- **Dataset entries**

---+---

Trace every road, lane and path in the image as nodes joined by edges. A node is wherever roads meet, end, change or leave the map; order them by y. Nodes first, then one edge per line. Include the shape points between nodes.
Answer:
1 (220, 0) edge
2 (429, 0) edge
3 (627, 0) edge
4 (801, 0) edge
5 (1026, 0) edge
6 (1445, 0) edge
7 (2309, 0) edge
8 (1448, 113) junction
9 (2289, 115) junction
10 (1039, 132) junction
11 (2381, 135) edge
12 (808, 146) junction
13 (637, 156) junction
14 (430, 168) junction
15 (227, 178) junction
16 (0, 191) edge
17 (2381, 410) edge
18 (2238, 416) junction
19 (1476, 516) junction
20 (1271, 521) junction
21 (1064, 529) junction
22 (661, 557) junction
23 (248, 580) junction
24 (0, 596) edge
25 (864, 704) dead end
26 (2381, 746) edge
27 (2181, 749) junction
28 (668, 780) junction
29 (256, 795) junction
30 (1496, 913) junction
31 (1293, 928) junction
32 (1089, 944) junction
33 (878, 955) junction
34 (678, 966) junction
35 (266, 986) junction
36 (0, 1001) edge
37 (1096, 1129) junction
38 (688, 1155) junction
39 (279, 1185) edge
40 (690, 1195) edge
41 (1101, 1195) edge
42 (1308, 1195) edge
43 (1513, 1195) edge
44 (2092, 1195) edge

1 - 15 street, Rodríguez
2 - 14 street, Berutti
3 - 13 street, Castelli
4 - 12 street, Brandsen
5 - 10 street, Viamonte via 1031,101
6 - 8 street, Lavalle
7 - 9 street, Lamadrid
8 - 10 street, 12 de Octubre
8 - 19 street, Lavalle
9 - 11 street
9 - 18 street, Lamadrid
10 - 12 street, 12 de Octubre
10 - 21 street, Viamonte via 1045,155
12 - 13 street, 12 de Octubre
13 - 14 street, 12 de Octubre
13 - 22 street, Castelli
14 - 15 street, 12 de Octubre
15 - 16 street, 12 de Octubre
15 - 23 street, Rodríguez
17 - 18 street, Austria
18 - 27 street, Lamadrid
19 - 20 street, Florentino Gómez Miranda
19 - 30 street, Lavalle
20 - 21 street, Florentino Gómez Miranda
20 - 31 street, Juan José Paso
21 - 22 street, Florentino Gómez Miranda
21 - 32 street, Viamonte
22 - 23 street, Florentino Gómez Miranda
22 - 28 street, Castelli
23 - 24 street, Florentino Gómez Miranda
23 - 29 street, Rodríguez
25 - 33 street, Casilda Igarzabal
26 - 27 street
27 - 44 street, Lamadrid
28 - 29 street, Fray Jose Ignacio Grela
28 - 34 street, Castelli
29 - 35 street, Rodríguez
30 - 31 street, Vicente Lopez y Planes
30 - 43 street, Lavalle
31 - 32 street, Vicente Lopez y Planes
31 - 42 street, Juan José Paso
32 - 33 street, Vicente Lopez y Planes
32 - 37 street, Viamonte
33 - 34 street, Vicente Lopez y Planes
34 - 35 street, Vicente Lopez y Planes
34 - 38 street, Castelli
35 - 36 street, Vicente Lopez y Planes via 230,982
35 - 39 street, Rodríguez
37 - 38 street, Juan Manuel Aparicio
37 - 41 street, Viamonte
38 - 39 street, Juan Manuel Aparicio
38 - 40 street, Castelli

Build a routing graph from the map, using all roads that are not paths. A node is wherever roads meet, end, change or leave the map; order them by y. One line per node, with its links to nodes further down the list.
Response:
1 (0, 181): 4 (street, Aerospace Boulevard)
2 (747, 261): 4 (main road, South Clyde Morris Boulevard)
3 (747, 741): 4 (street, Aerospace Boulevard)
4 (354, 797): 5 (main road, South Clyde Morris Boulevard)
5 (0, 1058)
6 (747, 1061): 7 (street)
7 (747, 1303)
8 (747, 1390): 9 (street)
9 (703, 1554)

---+---

- **PROBLEM STATEMENT**
Every line of the records should be reproduced exactly.

- **TASK SOLUTION**
Trace every road, lane and path in the image as nodes joined by edges. A node is wherever roads meet, end, change or leave the map; order them by y. Nodes first, then one edge per line. Include the shape points between nodes.
Answer:
1 (220, 0) edge
2 (429, 0) edge
3 (627, 0) edge
4 (801, 0) edge
5 (1026, 0) edge
6 (1445, 0) edge
7 (2309, 0) edge
8 (1448, 113) junction
9 (2289, 115) junction
10 (1039, 132) junction
11 (2381, 135) edge
12 (808, 146) junction
13 (637, 156) junction
14 (430, 168) junction
15 (227, 178) junction
16 (0, 191) edge
17 (2381, 410) edge
18 (2238, 416) junction
19 (1476, 516) junction
20 (1271, 521) junction
21 (1064, 529) junction
22 (661, 557) junction
23 (248, 580) junction
24 (0, 596) edge
25 (864, 704) dead end
26 (2381, 746) edge
27 (2181, 749) junction
28 (668, 780) junction
29 (256, 795) junction
30 (1496, 913) junction
31 (1293, 928) junction
32 (1089, 944) junction
33 (878, 955) junction
34 (678, 966) junction
35 (266, 986) junction
36 (0, 1001) edge
37 (1096, 1129) junction
38 (688, 1155) junction
39 (279, 1185) edge
40 (690, 1195) edge
41 (1101, 1195) edge
42 (1308, 1195) edge
43 (1513, 1195) edge
44 (2092, 1195) edge

1 - 15 street, Rodríguez
2 - 14 street, Berutti
3 - 13 street, Castelli
4 - 12 street, Brandsen
5 - 10 street, Viamonte via 1031,101
6 - 8 street, Lavalle
7 - 9 street, Lamadrid
8 - 10 street, 12 de Octubre
8 - 19 street, Lavalle
9 - 11 street
9 - 18 street, Lamadrid
10 - 12 street, 12 de Octubre
10 - 21 street, Viamonte via 1045,155
12 - 13 street, 12 de Octubre
13 - 14 street, 12 de Octubre
13 - 22 street, Castelli
14 - 15 street, 12 de Octubre
15 - 16 street, 12 de Octubre
15 - 23 street, Rodríguez
17 - 18 street, Austria
18 - 27 street, Lamadrid
19 - 20 street, Florentino Gómez Miranda
19 - 30 street, Lavalle
20 - 21 street, Florentino Gómez Miranda
20 - 31 street, Juan José Paso
21 - 22 street, Florentino Gómez Miranda
21 - 32 street, Viamonte
22 - 23 street, Florentino Gómez Miranda
22 - 28 street, Castelli
23 - 24 street, Florentino Gómez Miranda
23 - 29 street, Rodríguez
25 - 33 street, Casilda Igarzabal
26 - 27 street
27 - 44 street, Lamadrid
28 - 29 street, Fray Jose Ignacio Grela
28 - 34 street, Castelli
29 - 35 street, Rodríguez
30 - 31 street, Vicente Lopez y Planes
30 - 43 street, Lavalle
31 - 32 street, Vicente Lopez y Planes
31 - 42 street, Juan José Paso
32 - 33 street, Vicente Lopez y Planes
32 - 37 street, Viamonte
33 - 34 street, Vicente Lopez y Planes
34 - 35 street, Vicente Lopez y Planes
34 - 38 street, Castelli
35 - 36 street, Vicente Lopez y Planes via 230,982
35 - 39 street, Rodríguez
37 - 38 street, Juan Manuel Aparicio
37 - 41 street, Viamonte
38 - 39 street, Juan Manuel Aparicio
38 - 40 street, Castelli

Build a routing graph from the map, using all roads that are not paths. A node is wherever roads meet, end, change or leave the map; order them by y. One line per node, with its links to nodes further down the list.
Response:
1 (0, 181): 4 (street, Aerospace Boulevard)
2 (747, 261): 4 (main road, South Clyde Morris Boulevard)
3 (747, 741): 4 (street, Aerospace Boulevard)
4 (354, 797): 5 (main road, South Clyde Morris Boulevard)
5 (0, 1058)
6 (747, 1061): 7 (street)
7 (747, 1303)
8 (747, 1390): 9 (street)
9 (703, 1554)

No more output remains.